Marie Papillon

traverser le pont

aujourd'hui j'ai raconté l'histoire au parquet.

sur le parquet j'ai traversé et retraversé le pont, celui où mon corps ne voulait ni marcher en avant ni en arrière, et où cette tempête contradictoire de mes émotions et de mon cerveau a tout gelé, fixé, figé, tendu. ces fameuses déréalisations. mon corps devenu silencieux, sans plus aucune vibration, rigide.

et l'efficience de ces informations du corps, qui ralentit, qui se désaxe, qui s'éloigne.

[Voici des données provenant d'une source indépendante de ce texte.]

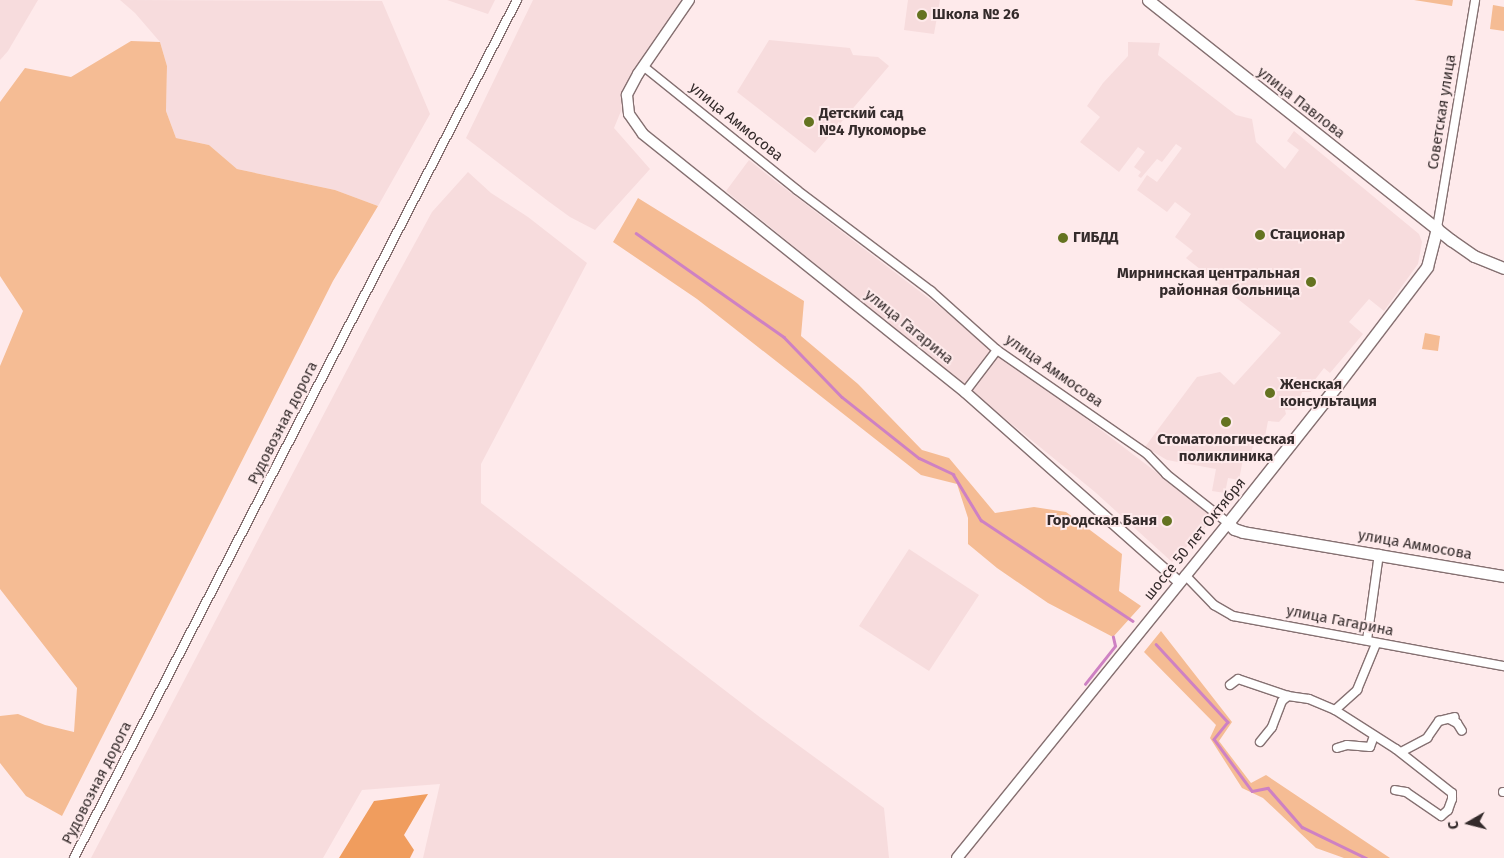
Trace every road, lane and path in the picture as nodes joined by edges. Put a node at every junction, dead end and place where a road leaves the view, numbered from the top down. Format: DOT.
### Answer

Impossible de ne pas le sentir pour les deux personnes qui marchent à mes côtés. ne pas vouloir les laisser seules ensemble. vouloir fuir en sens opposé. être obligée d'y aller, car il n'y a qu'un pont, c'est ma direction. tempête dans un crâne. gorge scellée d'une grosse pierre qui m'empêche de déglutir.

ne pas réussir, ne pas vouloir faire bonne figure. s'excuser. pourquoi toujours s'excuser ? prendre la première distraction venue pour s'arrêter. délayer. commander un thé. le chaud s'écoule autour du caillou, ça arrive le long de l'axe, ça descend en gravier gravité. mais quand elle sort enfin ma voix reste toujours coupante.

plus tard elle s'enfuira dans les explications, comme un cours d'eau impossible à canaliser elle cherchera à passer de l'autre côté, à dire ce qui est important, mais les bons mots luttent dans ma bouche et qu'est-ce qui a atterri en face je ne sais pas.

serrer dans les bras, trop fort. aille doucement chère chaire j'entends. mes muscles sont fait d'argile cuite. tout mon corps est lourd et voudrait se jeter dans l'autre direction, mais j'avance j'avance en avant à reculons.

d'une voix chantante mon nom. c'est mon cœur qui se retourne et le reste suit.

sauf que c'est trop tard. les doigts dansent mais la tête puis la voiture sont déjà parties. et moi je suis une statue sur un banc de pierres. longtemps longtemps je reste là. des mois sur le banc de pierre. j'ai tenté formules magiques et sortilèges. l'eau a passé et a usé les pierres. l'eau a gelé et effrité la falaise. des blocs tombent.

mais là-bas un petit bout de mon cœur palpitant est resté. et je transporte encore un petit morceau de pierre là ici sous ma main à la place.

je voudrais le jeter loin mais il y aura un vide après, un trou.

traverser le trou le vide. construire un pont.